(What is needed) Copy all the lines of the listing below exactly. Skip the images.

======== Listed records ========

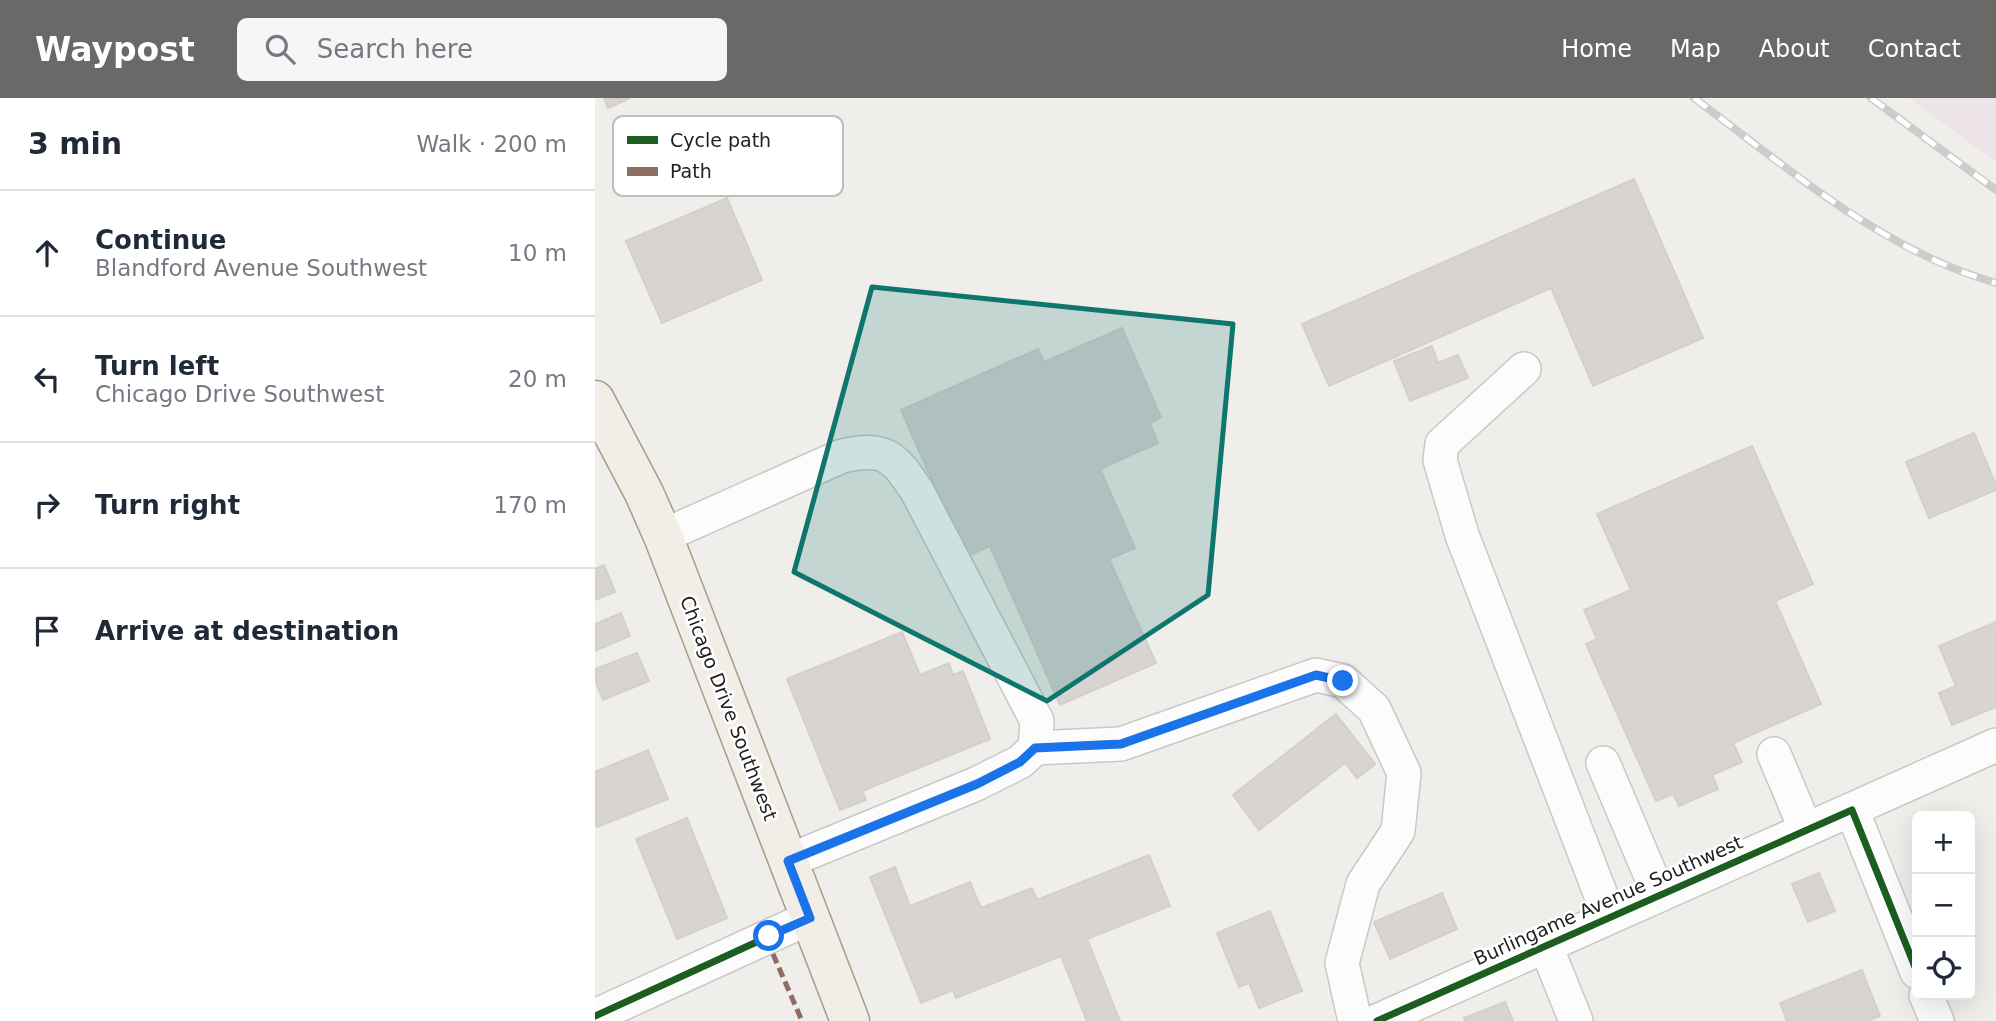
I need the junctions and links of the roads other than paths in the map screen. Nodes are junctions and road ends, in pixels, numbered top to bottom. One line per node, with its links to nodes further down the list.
1 (1524, 369): 12 (street)
2 (595, 400): 3 (main road, Chicago Drive Southwest)
3 (663, 536): 5 (street); 10 (main road, Chicago Drive Southwest)
4 (1996, 745): 8 (street, Burlingame Avenue Southwest)
5 (1035, 748): 10 (street); 19 (street)
6 (1774, 754): 9 (street)
7 (1603, 763): 11 (street)
8 (1852, 810): 9 (street, Burlingame Avenue Southwest); 15 (street)
9 (1805, 830): 11 (street, Burlingame Avenue Southwest)
10 (788, 861): 13 (main road, Chicago Drive Southwest)
11 (1659, 895): 12 (street, Burlingame Avenue Southwest)
12 (1609, 916): 14 (street, Burlingame Avenue Southwest)
13 (810, 918): 17 (street); 18 (main road, Chicago Drive Southwest)
14 (1545, 944): 20 (street, Burlingame Avenue Southwest); 21 (street)
15 (1912, 960)
16 (1928, 1000): 22 (street)
17 (595, 1016)
18 (850, 1021)
19 (1355, 1021)
20 (1377, 1021)
21 (1576, 1021)
22 (1937, 1021)

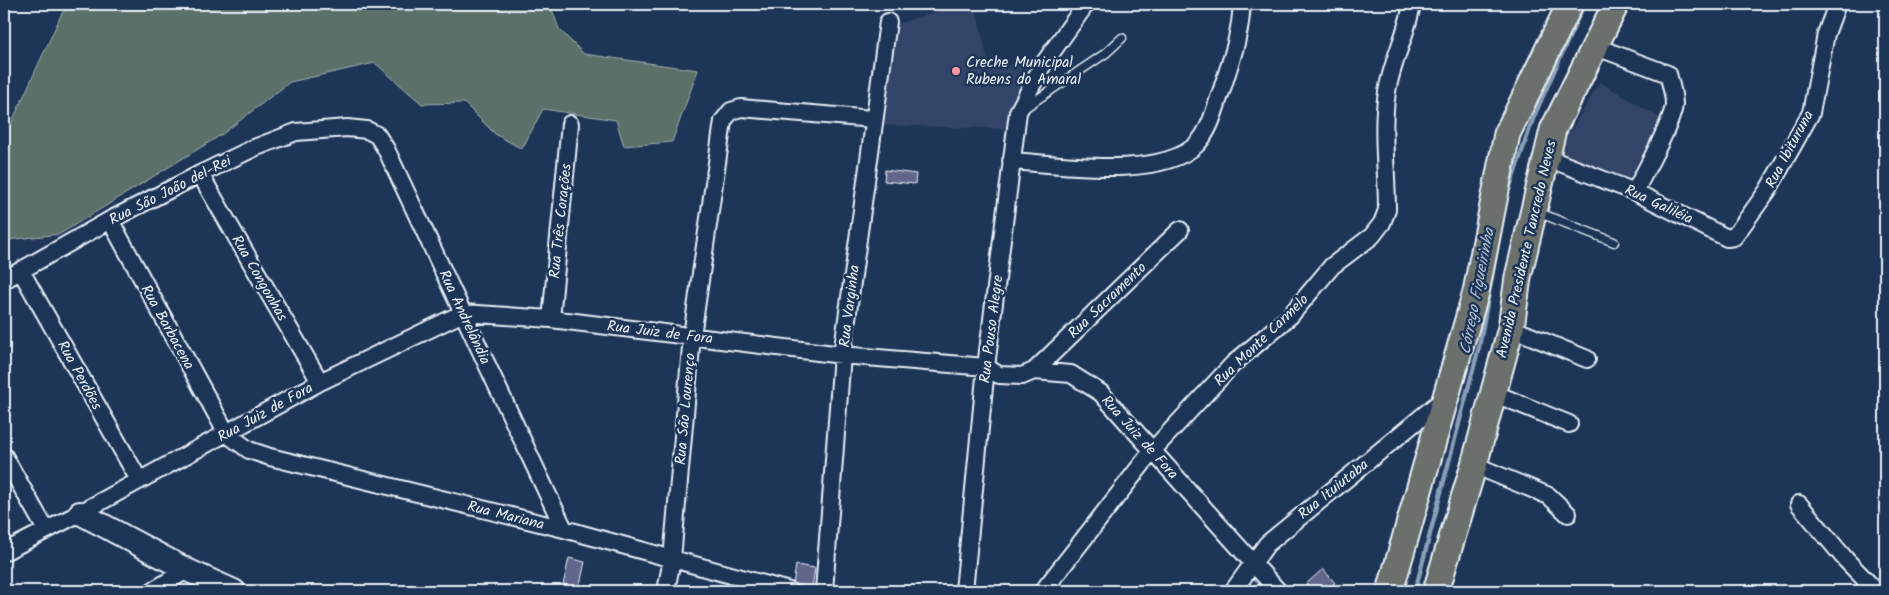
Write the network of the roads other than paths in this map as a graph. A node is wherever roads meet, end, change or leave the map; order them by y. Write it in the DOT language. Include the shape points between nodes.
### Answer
graph roads {
  1 [pos="1086,4"];
  2 [pos="1242,4"];
  3 [pos="1412,4"];
  4 [pos="1570,4"];
  5 [pos="1616,4"];
  6 [pos="1837,4"];
  7 [pos="888,22"];
  8 [pos="1122,38"];
  9 [pos="1594,46"];
  10 [pos="1018,112"];
  11 [pos="873,119"];
  12 [pos="570,124"];
  13 [pos="347,128"];
  14 [pos="1544,157"];
  15 [pos="1011,162"];
  16 [pos="200,174"];
  17 [pos="1635,192"];
  18 [pos="1757,205"];
  19 [pos="1532,211"];
  20 [pos="110,220"];
  21 [pos="1180,230"];
  22 [pos="1614,242"];
  23 [pos="21,271"];
  24 [pos="4,280"];
  25 [pos="463,313"];
  26 [pos="551,319"];
  27 [pos="1511,328"];
  28 [pos="692,336"];
  29 [pos="842,355"];
  30 [pos="1588,359"];
  31 [pos="986,367"];
  32 [pos="1034,371"];
  33 [pos="320,382"];
  34 [pos="1493,393"];
  35 [pos="1446,397"];
  36 [pos="1569,424"];
  37 [pos="226,434"];
  38 [pos="1153,450"];
  39 [pos="4,456"];
  40 [pos="1474,465"];
  41 [pos="139,480"];
  42 [pos="1799,504"];
  43 [pos="80,513"];
  44 [pos="1568,514"];
  45 [pos="564,529"];
  46 [pos="46,530"];
  47 [pos="4,552"];
  48 [pos="672,559"];
  49 [pos="1254,563"];
  50 [pos="186,570"];
  51 [pos="1885,585"];
  52 [pos="152,591"];
  53 [pos="234,591"];
  54 [pos="666,591"];
  55 [pos="789,591"];
  56 [pos="824,591"];
  57 [pos="964,591"];
  58 [pos="1043,591"];
  59 [pos="1233,591"];
  60 [pos="1278,591"];
  61 [pos="1390,591"];
  62 [pos="1436,591"];
  63 [pos="1876,591"];
  1 -- 10 [label="street, Rua Pouso Alegre" via="1039,72"];
  2 -- 15 [label="street" via="1240,32 1209,127 1197,144 1180,156 1133,167"];
  3 -- 38 [label="street, Rua Monte Carmelo" via="1387,93 1384,117 1387,210 1382,223 1372,236 1332,266 1290,316 1233,364"];
  4 -- 35 [label="main road" via="1507,134 1476,292"];
  5 -- 9 [label="main road, Avenida Presidente Tancredo Neves"];
  6 -- 18 [label="street, Rua Ibituruna" via="1826,34 1811,113"];
  7 -- 11 [label="street, Rua Varginha"];
  8 -- 10 [label="lane" via="1106,53"];
  9 -- 14 [label="main road, Avenida Presidente Tancredo Neves" via="1553,130"];
  9 -- 17 [label="street" via="1668,74 1673,91 1674,107 1670,120"];
  10 -- 15 [label="street, Rua Pouso Alegre"];
  11 -- 28 [label="street, Rua São Lourenço" via="741,108 731,111 723,121"];
  11 -- 29 [label="street, Rua Varginha"];
  12 -- 26 [label="street, Rua Três Corações"];
  13 -- 16 [label="street, Rua São João del-Rei" via="296,132"];
  13 -- 25 [label="street, Rua Andrelândia" via="367,130 377,135 386,149"];
  14 -- 17 [label="street, Rua Galiléia"];
  14 -- 19 [label="main road, Avenida Presidente Tancredo Neves"];
  15 -- 31 [label="street, Rua Pouso Alegre"];
  16 -- 20 [label="street, Rua São João del-Rei"];
  16 -- 33 [label="street, Rua Congonhas"];
  17 -- 18 [label="street, Rua Galiléia" via="1729,238 1736,235"];
  19 -- 22 [label="lane"];
  19 -- 27 [label="main road, Avenida Presidente Tancredo Neves"];
  20 -- 23 [label="street, Rua São João del-Rei"];
  20 -- 37 [label="street, Rua Barbacena"];
  21 -- 32 [label="street, Rua Sacramento"];
  23 -- 24 [label="street, Rua São João del-Rei"];
  23 -- 41 [label="street, Rua Perdões"];
  25 -- 26 [label="street, Rua Juiz de Fora"];
  25 -- 33 [label="street, Rua Juiz de Fora"];
  25 -- 45 [label="street, Rua Andrelândia"];
  26 -- 28 [label="street, Rua Juiz de Fora"];
  27 -- 30 [label="street"];
  27 -- 34 [label="main road, Avenida Presidente Tancredo Neves"];
  28 -- 29 [label="street, Rua Juiz de Fora"];
  28 -- 48 [label="street, Rua São Lourenço"];
  29 -- 31 [label="street, Rua Juiz de Fora"];
  29 -- 56 [label="street, Rua Varginha"];
  31 -- 32 [label="street, Rua Juiz de Fora" via="999,375 1022,376"];
  31 -- 57 [label="street, Rua Pouso Alegre"];
  32 -- 38 [label="street, Rua Juiz de Fora" via="1071,374 1101,393"];
  33 -- 37 [label="street, Rua Juiz de Fora"];
  34 -- 36 [label="street"];
  34 -- 40 [label="main road, Avenida Presidente Tancredo Neves"];
  35 -- 49 [label="street, Rua Ituiutaba" via="1267,544"];
  35 -- 61 [label="main road"];
  37 -- 41 [label="street, Rua Juiz de Fora"];
  37 -- 45 [label="street, Rua Mariana" via="249,450 270,457"];
  38 -- 49 [label="street, Rua Juiz de Fora"];
  38 -- 58 [label="street, Rua Monte Carmelo"];
  39 -- 46 [label="street"];
  40 -- 44 [label="street" via="1548,496"];
  40 -- 62 [label="main road, Avenida Presidente Tancredo Neves"];
  41 -- 43 [label="street, Rua Juiz de Fora"];
  42 -- 63 [label="street"];
  43 -- 46 [label="street, Rua Juiz de Fora"];
  43 -- 50 [label="street"];
  45 -- 48 [label="street, Rua Mariana"];
  46 -- 47 [label="street, Rua Juiz de Fora"];
  48 -- 54 [label="street, Rua São Lourenço"];
  48 -- 55 [label="street, Rua Mariana"];
  49 -- 59 [label="street, Rua Ituiutaba"];
  49 -- 60 [label="street, Rua Juiz de Fora"];
  50 -- 52 [label="street"];
  50 -- 53 [label="street"];
  51 -- 63 [label="lane"];
}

========

(Exercise output)
I need the junctions and links of the roads other than paths in the map screen. Nodes are junctions and road ends, in pixels, numbered top to bottom. One line per node, with its links to nodes further down the list.
1 (1524, 369): 12 (street)
2 (595, 400): 3 (main road, Chicago Drive Southwest)
3 (663, 536): 5 (street); 10 (main road, Chicago Drive Southwest)
4 (1996, 745): 8 (street, Burlingame Avenue Southwest)
5 (1035, 748): 10 (street); 19 (street)
6 (1774, 754): 9 (street)
7 (1603, 763): 11 (street)
8 (1852, 810): 9 (street, Burlingame Avenue Southwest); 15 (street)
9 (1805, 830): 11 (street, Burlingame Avenue Southwest)
10 (788, 861): 13 (main road, Chicago Drive Southwest)
11 (1659, 895): 12 (street, Burlingame Avenue Southwest)
12 (1609, 916): 14 (street, Burlingame Avenue Southwest)
13 (810, 918): 17 (street); 18 (main road, Chicago Drive Southwest)
14 (1545, 944): 20 (street, Burlingame Avenue Southwest); 21 (street)
15 (1912, 960)
16 (1928, 1000): 22 (street)
17 (595, 1016)
18 (850, 1021)
19 (1355, 1021)
20 (1377, 1021)
21 (1576, 1021)
22 (1937, 1021)

Write the network of the roads other than paths in this map as a graph. A node is wherever roads meet, end, change or leave the map; order them by y. Write it in the DOT language. Include the shape points between nodes.
### Answer
graph roads {
  1 [pos="1086,4"];
  2 [pos="1242,4"];
  3 [pos="1412,4"];
  4 [pos="1570,4"];
  5 [pos="1616,4"];
  6 [pos="1837,4"];
  7 [pos="888,22"];
  8 [pos="1122,38"];
  9 [pos="1594,46"];
  10 [pos="1018,112"];
  11 [pos="873,119"];
  12 [pos="570,124"];
  13 [pos="347,128"];
  14 [pos="1544,157"];
  15 [pos="1011,162"];
  16 [pos="200,174"];
  17 [pos="1635,192"];
  18 [pos="1757,205"];
  19 [pos="1532,211"];
  20 [pos="110,220"];
  21 [pos="1180,230"];
  22 [pos="1614,242"];
  23 [pos="21,271"];
  24 [pos="4,280"];
  25 [pos="463,313"];
  26 [pos="551,319"];
  27 [pos="1511,328"];
  28 [pos="692,336"];
  29 [pos="842,355"];
  30 [pos="1588,359"];
  31 [pos="986,367"];
  32 [pos="1034,371"];
  33 [pos="320,382"];
  34 [pos="1493,393"];
  35 [pos="1446,397"];
  36 [pos="1569,424"];
  37 [pos="226,434"];
  38 [pos="1153,450"];
  39 [pos="4,456"];
  40 [pos="1474,465"];
  41 [pos="139,480"];
  42 [pos="1799,504"];
  43 [pos="80,513"];
  44 [pos="1568,514"];
  45 [pos="564,529"];
  46 [pos="46,530"];
  47 [pos="4,552"];
  48 [pos="672,559"];
  49 [pos="1254,563"];
  50 [pos="186,570"];
  51 [pos="1885,585"];
  52 [pos="152,591"];
  53 [pos="234,591"];
  54 [pos="666,591"];
  55 [pos="789,591"];
  56 [pos="824,591"];
  57 [pos="964,591"];
  58 [pos="1043,591"];
  59 [pos="1233,591"];
  60 [pos="1278,591"];
  61 [pos="1390,591"];
  62 [pos="1436,591"];
  63 [pos="1876,591"];
  1 -- 10 [label="street, Rua Pouso Alegre" via="1039,72"];
  2 -- 15 [label="street" via="1240,32 1209,127 1197,144 1180,156 1133,167"];
  3 -- 38 [label="street, Rua Monte Carmelo" via="1387,93 1384,117 1387,210 1382,223 1372,236 1332,266 1290,316 1233,364"];
  4 -- 35 [label="main road" via="1507,134 1476,292"];
  5 -- 9 [label="main road, Avenida Presidente Tancredo Neves"];
  6 -- 18 [label="street, Rua Ibituruna" via="1826,34 1811,113"];
  7 -- 11 [label="street, Rua Varginha"];
  8 -- 10 [label="lane" via="1106,53"];
  9 -- 14 [label="main road, Avenida Presidente Tancredo Neves" via="1553,130"];
  9 -- 17 [label="street" via="1668,74 1673,91 1674,107 1670,120"];
  10 -- 15 [label="street, Rua Pouso Alegre"];
  11 -- 28 [label="street, Rua São Lourenço" via="741,108 731,111 723,121"];
  11 -- 29 [label="street, Rua Varginha"];
  12 -- 26 [label="street, Rua Três Corações"];
  13 -- 16 [label="street, Rua São João del-Rei" via="296,132"];
  13 -- 25 [label="street, Rua Andrelândia" via="367,130 377,135 386,149"];
  14 -- 17 [label="street, Rua Galiléia"];
  14 -- 19 [label="main road, Avenida Presidente Tancredo Neves"];
  15 -- 31 [label="street, Rua Pouso Alegre"];
  16 -- 20 [label="street, Rua São João del-Rei"];
  16 -- 33 [label="street, Rua Congonhas"];
  17 -- 18 [label="street, Rua Galiléia" via="1729,238 1736,235"];
  19 -- 22 [label="lane"];
  19 -- 27 [label="main road, Avenida Presidente Tancredo Neves"];
  20 -- 23 [label="street, Rua São João del-Rei"];
  20 -- 37 [label="street, Rua Barbacena"];
  21 -- 32 [label="street, Rua Sacramento"];
  23 -- 24 [label="street, Rua São João del-Rei"];
  23 -- 41 [label="street, Rua Perdões"];
  25 -- 26 [label="street, Rua Juiz de Fora"];
  25 -- 33 [label="street, Rua Juiz de Fora"];
  25 -- 45 [label="street, Rua Andrelândia"];
  26 -- 28 [label="street, Rua Juiz de Fora"];
  27 -- 30 [label="street"];
  27 -- 34 [label="main road, Avenida Presidente Tancredo Neves"];
  28 -- 29 [label="street, Rua Juiz de Fora"];
  28 -- 48 [label="street, Rua São Lourenço"];
  29 -- 31 [label="street, Rua Juiz de Fora"];
  29 -- 56 [label="street, Rua Varginha"];
  31 -- 32 [label="street, Rua Juiz de Fora" via="999,375 1022,376"];
  31 -- 57 [label="street, Rua Pouso Alegre"];
  32 -- 38 [label="street, Rua Juiz de Fora" via="1071,374 1101,393"];
  33 -- 37 [label="street, Rua Juiz de Fora"];
  34 -- 36 [label="street"];
  34 -- 40 [label="main road, Avenida Presidente Tancredo Neves"];
  35 -- 49 [label="street, Rua Ituiutaba" via="1267,544"];
  35 -- 61 [label="main road"];
  37 -- 41 [label="street, Rua Juiz de Fora"];
  37 -- 45 [label="street, Rua Mariana" via="249,450 270,457"];
  38 -- 49 [label="street, Rua Juiz de Fora"];
  38 -- 58 [label="street, Rua Monte Carmelo"];
  39 -- 46 [label="street"];
  40 -- 44 [label="street" via="1548,496"];
  40 -- 62 [label="main road, Avenida Presidente Tancredo Neves"];
  41 -- 43 [label="street, Rua Juiz de Fora"];
  42 -- 63 [label="street"];
  43 -- 46 [label="street, Rua Juiz de Fora"];
  43 -- 50 [label="street"];
  45 -- 48 [label="street, Rua Mariana"];
  46 -- 47 [label="street, Rua Juiz de Fora"];
  48 -- 54 [label="street, Rua São Lourenço"];
  48 -- 55 [label="street, Rua Mariana"];
  49 -- 59 [label="street, Rua Ituiutaba"];
  49 -- 60 [label="street, Rua Juiz de Fora"];
  50 -- 52 [label="street"];
  50 -- 53 [label="street"];
  51 -- 63 [label="lane"];
}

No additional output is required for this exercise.